AIM OF THE EXERCISE: From the data below, report how many lines contain the word "nodes", giving the number and nothing else.

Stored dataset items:

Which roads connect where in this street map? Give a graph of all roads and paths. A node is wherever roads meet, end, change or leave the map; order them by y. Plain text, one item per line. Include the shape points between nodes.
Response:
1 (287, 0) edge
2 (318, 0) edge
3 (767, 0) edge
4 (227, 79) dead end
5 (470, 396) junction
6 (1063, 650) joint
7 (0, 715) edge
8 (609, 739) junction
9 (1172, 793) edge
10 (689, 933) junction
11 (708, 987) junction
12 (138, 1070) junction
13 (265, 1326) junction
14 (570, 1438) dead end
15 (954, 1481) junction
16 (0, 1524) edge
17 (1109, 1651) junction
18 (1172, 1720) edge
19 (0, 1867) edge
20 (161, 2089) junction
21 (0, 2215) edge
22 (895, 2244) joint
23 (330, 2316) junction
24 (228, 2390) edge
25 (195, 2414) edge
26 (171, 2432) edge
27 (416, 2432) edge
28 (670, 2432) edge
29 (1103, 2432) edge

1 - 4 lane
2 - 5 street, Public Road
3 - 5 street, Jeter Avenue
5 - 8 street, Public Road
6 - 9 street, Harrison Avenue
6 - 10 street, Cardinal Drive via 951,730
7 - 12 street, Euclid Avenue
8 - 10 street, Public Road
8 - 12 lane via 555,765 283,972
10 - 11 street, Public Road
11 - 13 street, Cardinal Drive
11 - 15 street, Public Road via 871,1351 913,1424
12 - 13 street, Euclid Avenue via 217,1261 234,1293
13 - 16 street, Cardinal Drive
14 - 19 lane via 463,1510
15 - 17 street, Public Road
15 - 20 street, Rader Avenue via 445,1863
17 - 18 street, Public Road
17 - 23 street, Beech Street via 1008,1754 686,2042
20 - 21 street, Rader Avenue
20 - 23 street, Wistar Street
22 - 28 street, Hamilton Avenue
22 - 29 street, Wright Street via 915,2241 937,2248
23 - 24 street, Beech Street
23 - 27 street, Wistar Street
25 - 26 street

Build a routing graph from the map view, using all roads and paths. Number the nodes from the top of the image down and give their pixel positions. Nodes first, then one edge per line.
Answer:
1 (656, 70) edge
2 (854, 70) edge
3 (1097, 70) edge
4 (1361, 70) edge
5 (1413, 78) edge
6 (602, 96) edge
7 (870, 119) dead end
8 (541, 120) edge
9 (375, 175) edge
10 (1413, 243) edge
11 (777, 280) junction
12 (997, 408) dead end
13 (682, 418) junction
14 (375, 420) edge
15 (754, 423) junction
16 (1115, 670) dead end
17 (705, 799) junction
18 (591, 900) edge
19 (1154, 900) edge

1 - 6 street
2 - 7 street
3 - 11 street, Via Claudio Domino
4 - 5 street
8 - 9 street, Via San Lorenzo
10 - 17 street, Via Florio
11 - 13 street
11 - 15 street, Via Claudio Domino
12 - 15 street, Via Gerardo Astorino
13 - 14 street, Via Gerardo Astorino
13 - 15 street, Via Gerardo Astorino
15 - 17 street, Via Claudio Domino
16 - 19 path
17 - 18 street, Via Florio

WRITTEN ANSWER: 2